By Ed Moreth 

End of the holiday season


January 5, 2023

Ed Moreth

Ben Miller of NorthWestern Energy hands a Christmas tree ornament to Steve Spurr, president of the Plains Lions Club. The two removed the club decorations along Railroad Street on Sunday.

It's almost an unofficial end to the holiday season when the Plains Lions Club retrieves its Christmas ornaments from Railroad Street.

Steve Spurr, the club president, and Ben Miller of NorthWestern Energy spent just over an hour taking down the 28 ornaments on Sunday. Miller volunteered the company bucket truck to reach each ornament some 25 feet high on poles in downtown Plains, then handed each one to Spurr, who set them aside for club member Rick Powers to retrieve. They were done stowing the materials at City Hall by 11 a.m.

Club members put up the decorations the Saturday after Thanksgiving. This year, people saw 16 new ornaments - seven trees, seven candles and two bells. Spurr had stripped them to the metal frames and installed new LED lights, new wiring and new garland, doing the trees in January and February and the candles and bells in October and November. It took him between two to four hours for each of the ornaments, which ranged from about four to six feet tall.

Donations from community members help the club to repair and replace the ornaments in an effort to continue lighting main street for the holidays. Alvin Amundson, a long time Lions member who presently resides in Missoula, donated $1,000 last year and three years ago Plains resident Kathy Warrington donated $5,000 for the decorations. Spurr said they plan to repair three snowflakes and three candy cane ornaments this year and will redo the 24-foot long happy holiday banner, which is placed across the east side of Plains.

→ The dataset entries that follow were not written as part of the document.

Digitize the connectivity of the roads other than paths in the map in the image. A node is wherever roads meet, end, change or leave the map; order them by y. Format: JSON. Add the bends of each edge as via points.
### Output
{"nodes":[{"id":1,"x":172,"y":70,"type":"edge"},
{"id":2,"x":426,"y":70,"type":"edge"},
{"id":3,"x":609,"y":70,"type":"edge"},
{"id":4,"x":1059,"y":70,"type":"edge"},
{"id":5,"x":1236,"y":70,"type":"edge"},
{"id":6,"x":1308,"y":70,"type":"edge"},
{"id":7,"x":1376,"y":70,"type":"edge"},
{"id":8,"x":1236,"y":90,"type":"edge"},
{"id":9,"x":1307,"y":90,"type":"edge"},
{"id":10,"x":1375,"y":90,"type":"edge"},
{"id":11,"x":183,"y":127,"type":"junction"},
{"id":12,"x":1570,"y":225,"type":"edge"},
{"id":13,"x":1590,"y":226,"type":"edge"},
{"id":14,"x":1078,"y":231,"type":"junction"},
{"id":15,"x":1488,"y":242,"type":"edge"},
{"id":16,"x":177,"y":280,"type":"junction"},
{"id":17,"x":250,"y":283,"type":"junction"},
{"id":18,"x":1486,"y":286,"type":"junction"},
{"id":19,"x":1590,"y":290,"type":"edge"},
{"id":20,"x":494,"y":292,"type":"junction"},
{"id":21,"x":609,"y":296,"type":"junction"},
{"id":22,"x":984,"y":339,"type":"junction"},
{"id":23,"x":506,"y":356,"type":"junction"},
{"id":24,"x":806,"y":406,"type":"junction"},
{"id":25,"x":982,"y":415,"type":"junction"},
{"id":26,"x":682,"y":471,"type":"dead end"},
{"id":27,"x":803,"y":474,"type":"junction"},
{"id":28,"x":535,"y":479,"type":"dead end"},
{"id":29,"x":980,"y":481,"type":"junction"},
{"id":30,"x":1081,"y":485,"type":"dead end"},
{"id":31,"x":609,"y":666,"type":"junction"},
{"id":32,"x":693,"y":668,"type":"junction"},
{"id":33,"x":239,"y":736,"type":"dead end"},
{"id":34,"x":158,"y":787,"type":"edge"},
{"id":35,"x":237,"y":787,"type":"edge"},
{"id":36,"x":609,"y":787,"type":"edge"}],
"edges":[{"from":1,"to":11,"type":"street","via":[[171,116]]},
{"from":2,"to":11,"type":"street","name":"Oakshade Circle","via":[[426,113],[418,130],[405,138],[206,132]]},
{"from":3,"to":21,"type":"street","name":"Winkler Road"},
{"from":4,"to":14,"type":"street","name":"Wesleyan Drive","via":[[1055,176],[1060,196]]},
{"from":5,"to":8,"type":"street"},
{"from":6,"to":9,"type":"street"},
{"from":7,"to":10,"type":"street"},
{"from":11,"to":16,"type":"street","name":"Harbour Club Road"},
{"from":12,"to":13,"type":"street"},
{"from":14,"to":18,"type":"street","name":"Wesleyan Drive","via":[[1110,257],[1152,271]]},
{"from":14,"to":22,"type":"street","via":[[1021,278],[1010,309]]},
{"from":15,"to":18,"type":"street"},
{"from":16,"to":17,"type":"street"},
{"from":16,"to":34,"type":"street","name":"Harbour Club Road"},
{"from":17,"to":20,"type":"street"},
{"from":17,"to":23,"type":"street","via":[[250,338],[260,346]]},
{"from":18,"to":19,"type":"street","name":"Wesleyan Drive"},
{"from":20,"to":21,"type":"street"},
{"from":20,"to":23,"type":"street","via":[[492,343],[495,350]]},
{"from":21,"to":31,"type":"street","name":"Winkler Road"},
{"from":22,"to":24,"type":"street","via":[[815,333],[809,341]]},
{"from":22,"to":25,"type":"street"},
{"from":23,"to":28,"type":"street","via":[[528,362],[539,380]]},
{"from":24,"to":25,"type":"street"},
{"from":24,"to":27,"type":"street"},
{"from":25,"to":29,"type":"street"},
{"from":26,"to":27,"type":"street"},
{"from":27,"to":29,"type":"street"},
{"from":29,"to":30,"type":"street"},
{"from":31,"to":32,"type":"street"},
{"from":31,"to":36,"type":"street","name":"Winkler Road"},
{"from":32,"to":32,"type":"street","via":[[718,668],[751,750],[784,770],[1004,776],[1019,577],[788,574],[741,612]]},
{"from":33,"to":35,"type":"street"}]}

"I'll put new bows on the wreaths and add new gold and red garland to the bushy trees," said Spurr, a Lions member for seven years and president for the last four. The club added a candle, a Christmas tree and a wreath along South Willis Street this past holiday season. Miller has helped put up and take down the ornaments for two years and considers it a way to give back to the community. "Everybody likes Christmas lights, but somebody's got to put them up," said Miller. Justin Martin of NorthWestern Energy installed brackets in November. Spurr said he'd like to put up a few along Rittenour Street in front of Plains School. "The plan is to try and find old ones that need to be rebuilt and add more around town," said Spurr.

"What I enjoy the most is hearing how people love seeing them redone and the joy it brings them," said Spurr. "Most don't even know how they are maintained, but that's not why I do it. I'm getting older now, having my own kids, and when I look back to when I was a kid I remember our town lights we had in Indiana, and it's a happy memory. I want to pass that joy on to other people, especially kids," he said.

Decorating the town at Christmastime is only one of the community projects for the Plains Lions Club. In the spring, they conduct an Easter Egg Hunt and in October, they host a Halloween costume contest and hot dog roast. "Those are memories made for people that are life long. Some day those people who were kids will remember how much fun it was and maybe some of those people will be inspired to want to help their community in some way," he said.

"The big thing the Lions Club does is eye exams and helping folks in need with purchasing eye glasses," said Spurr. "We go to every school in the county and use our equipment that checks their eyes. It refers children if they need to see an optometrist. Studies have found that if caught early enough and corrected soon, sometimes children then don't need glasses long term," he added.

The club has 10 members - seven men and three women - but is always looking for new members. The club is a non-political and nonpartisan group and usually meets on the first Monday of the month, though it is in a dormant stage in January, February and March. Those interested in joining the club or donating funds can contact Spurr at 826-3510 or contact the club through its Facebook page.

Spurr hopes that the impact the club has is to inspire others to want to be involved in the community individually or in a community club. "The sad thing is that every club is hurting for members," said Spurr, who feels that the younger generation is more social media involved and less hands-on activities. "Most folks I talk to are sayers and not doers. If anything that we do can inspire one person to want to get out and help their community, that's a win."